> Task item: Repeat the records in full and exactly, omitting pictures.

Stored items:
···

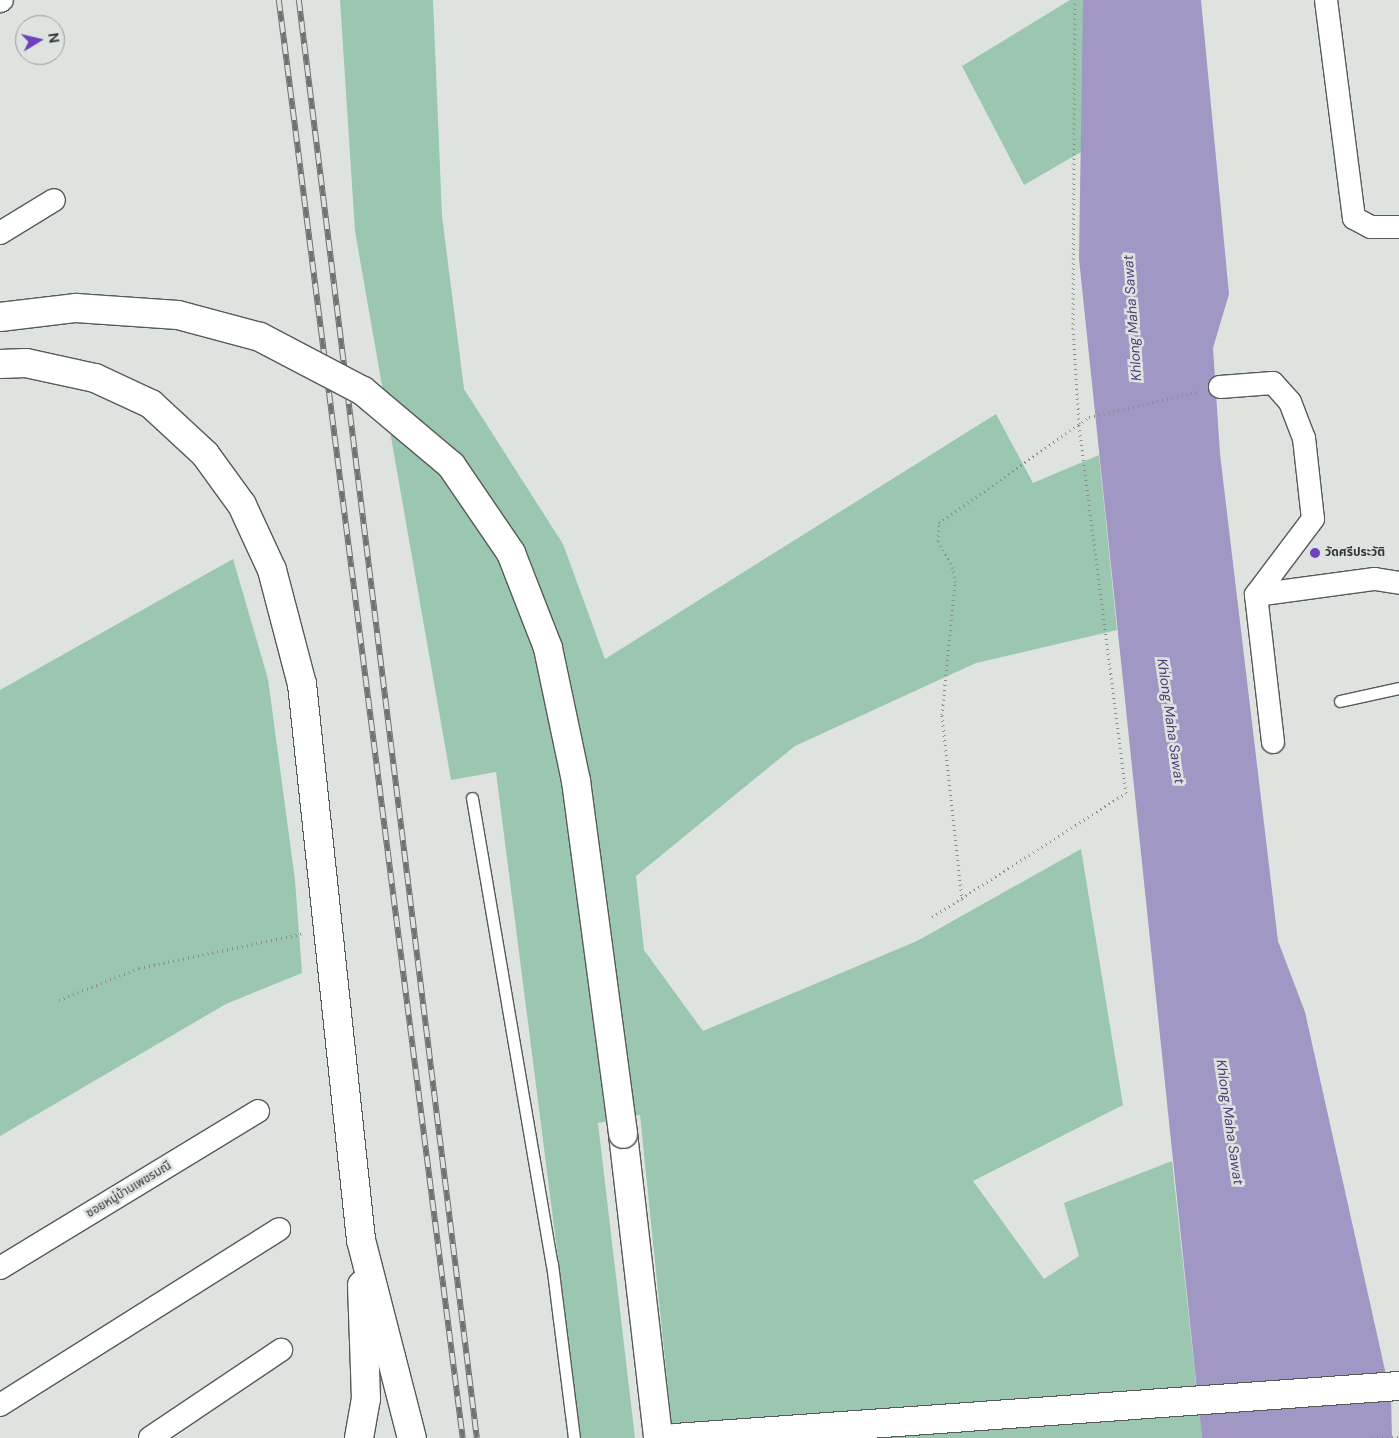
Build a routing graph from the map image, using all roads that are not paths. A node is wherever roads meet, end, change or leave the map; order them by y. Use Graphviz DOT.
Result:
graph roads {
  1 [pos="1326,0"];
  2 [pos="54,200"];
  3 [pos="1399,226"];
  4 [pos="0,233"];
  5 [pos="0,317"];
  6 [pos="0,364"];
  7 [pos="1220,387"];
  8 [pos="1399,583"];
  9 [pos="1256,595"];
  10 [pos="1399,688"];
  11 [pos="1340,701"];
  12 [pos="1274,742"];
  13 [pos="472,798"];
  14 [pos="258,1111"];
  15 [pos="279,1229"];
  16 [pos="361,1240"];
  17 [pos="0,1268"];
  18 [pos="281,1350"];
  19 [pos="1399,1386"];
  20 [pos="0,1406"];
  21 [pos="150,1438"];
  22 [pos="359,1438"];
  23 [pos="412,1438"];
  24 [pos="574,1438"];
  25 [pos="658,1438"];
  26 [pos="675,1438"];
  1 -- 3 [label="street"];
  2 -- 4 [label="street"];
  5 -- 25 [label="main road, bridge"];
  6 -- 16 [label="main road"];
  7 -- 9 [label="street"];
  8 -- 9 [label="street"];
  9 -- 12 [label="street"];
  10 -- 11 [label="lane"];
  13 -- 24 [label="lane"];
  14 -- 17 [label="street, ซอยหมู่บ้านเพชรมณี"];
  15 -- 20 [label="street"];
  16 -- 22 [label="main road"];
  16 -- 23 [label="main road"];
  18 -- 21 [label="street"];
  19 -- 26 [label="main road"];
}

···

> Completed task:
Build a routing graph from the map image, using all roads that are not paths. A node is wherever roads meet, end, change or leave the map; order them by y. Use Graphviz DOT.
Result:
graph roads {
  1 [pos="1326,0"];
  2 [pos="54,200"];
  3 [pos="1399,226"];
  4 [pos="0,233"];
  5 [pos="0,317"];
  6 [pos="0,364"];
  7 [pos="1220,387"];
  8 [pos="1399,583"];
  9 [pos="1256,595"];
  10 [pos="1399,688"];
  11 [pos="1340,701"];
  12 [pos="1274,742"];
  13 [pos="472,798"];
  14 [pos="258,1111"];
  15 [pos="279,1229"];
  16 [pos="361,1240"];
  17 [pos="0,1268"];
  18 [pos="281,1350"];
  19 [pos="1399,1386"];
  20 [pos="0,1406"];
  21 [pos="150,1438"];
  22 [pos="359,1438"];
  23 [pos="412,1438"];
  24 [pos="574,1438"];
  25 [pos="658,1438"];
  26 [pos="675,1438"];
  1 -- 3 [label="street"];
  2 -- 4 [label="street"];
  5 -- 25 [label="main road, bridge"];
  6 -- 16 [label="main road"];
  7 -- 9 [label="street"];
  8 -- 9 [label="street"];
  9 -- 12 [label="street"];
  10 -- 11 [label="lane"];
  13 -- 24 [label="lane"];
  14 -- 17 [label="street, ซอยหมู่บ้านเพชรมณี"];
  15 -- 20 [label="street"];
  16 -- 22 [label="main road"];
  16 -- 23 [label="main road"];
  18 -- 21 [label="street"];
  19 -- 26 [label="main road"];
}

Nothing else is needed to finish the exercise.